Unfortunately, there is no real set of rules ensuring consistency, or perhaps there exists a single one implicitly : each step has to be justified. In the concrete case you presented, the "wrong move" lies in the equality $D_yD_ty = D_tD_yy$, since the (total) derivatives with respect to $y$ and $t$ don't commute, because $y$ depends on $t$.

Also, I wouldn't pay too much attention to the paper you linked (see comment below). Indeed, its authors make non-standard manipulations. If I have understood them well, they try to redefine the second-order derivative by considering the first-order derivative $y'$ as a bivariate function of $x$ and $y$, i.e. $y' = y'(x,y)$, before applying the chain rule (because $y$ itself depends on $x$). However, they end up defining the second-order derivative $y''$ from itself and a useless vanishing term (because $x'' = 0$) in order to tally with a chain rule structure. In consequence, they haven't proven anything, apart from rewriting $y''$ in Leibniz style.

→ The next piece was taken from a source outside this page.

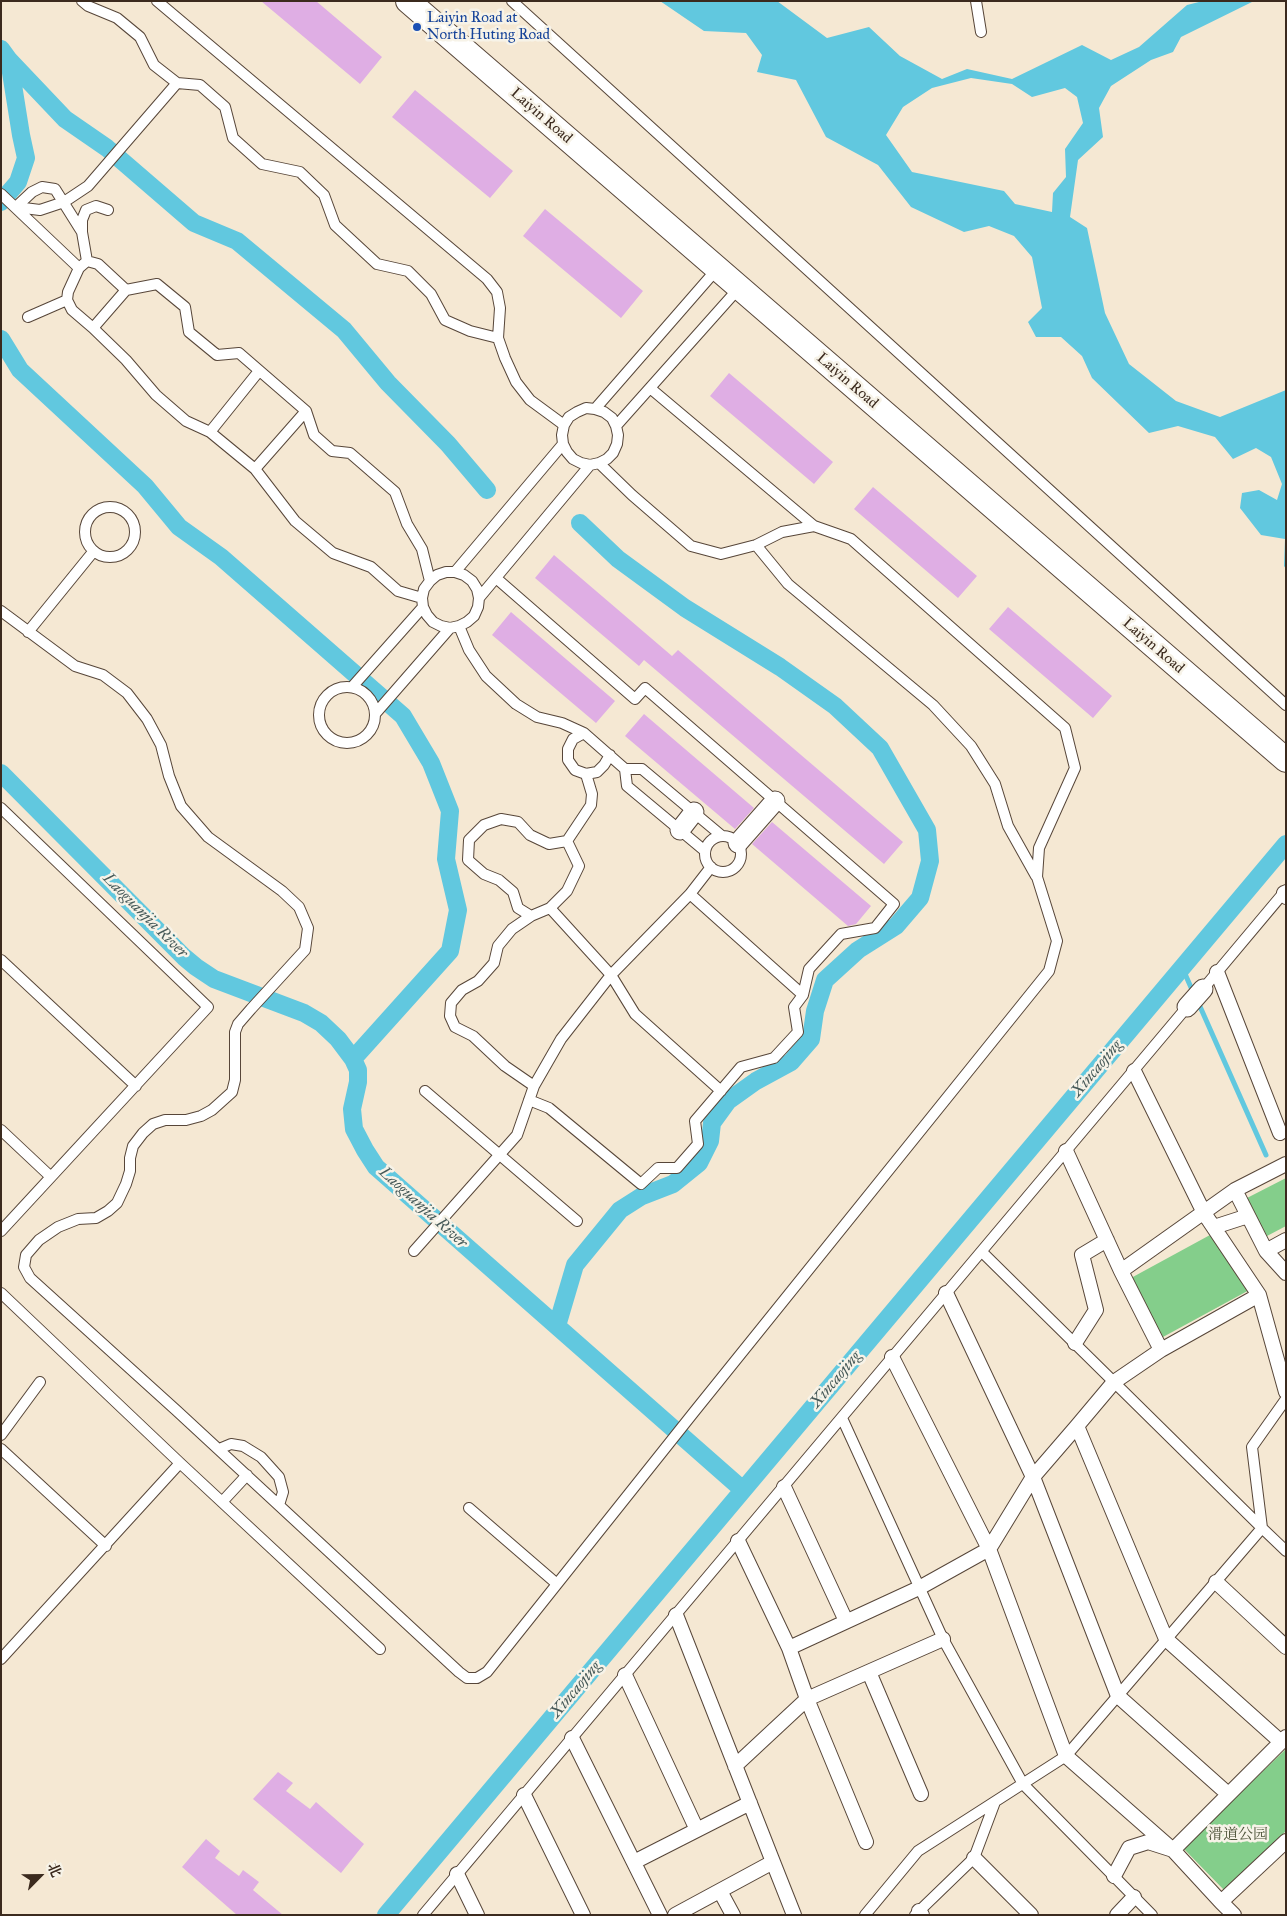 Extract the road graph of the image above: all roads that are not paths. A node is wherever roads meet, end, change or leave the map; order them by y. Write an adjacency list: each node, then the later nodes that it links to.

Finally, it is to be noted that higher-order derivatives in Leibniz notation are commonly treated as differentials, such as in the case of the second-order variation of a bivariate function $f(x,y)$ for example : $$ \mathrm{d}^2f(x,y) = \frac{\partial^2f}{\partial x^2}\mathrm{d}x^2 + \frac{\partial^2f}{\partial x\partial y}\mathrm{d}x\mathrm{d}y + \frac{\partial^2f}{\partial y^2}\mathrm{d}y^2 $$ Then you can divide this expression by a "second-order infinitesimal", i.e. $\mathrm{d}x^2$, $\mathrm{d}y^2$ or $\mathrm{d}x\mathrm{d}y$ in order to select the suitable term. You may even do it with respect to other parameters, such as $\mathrm{d}t^2$ or $\mathrm{d}s\mathrm{d}t$, which will induce the chain rule automatically if $x,y$ depend on them.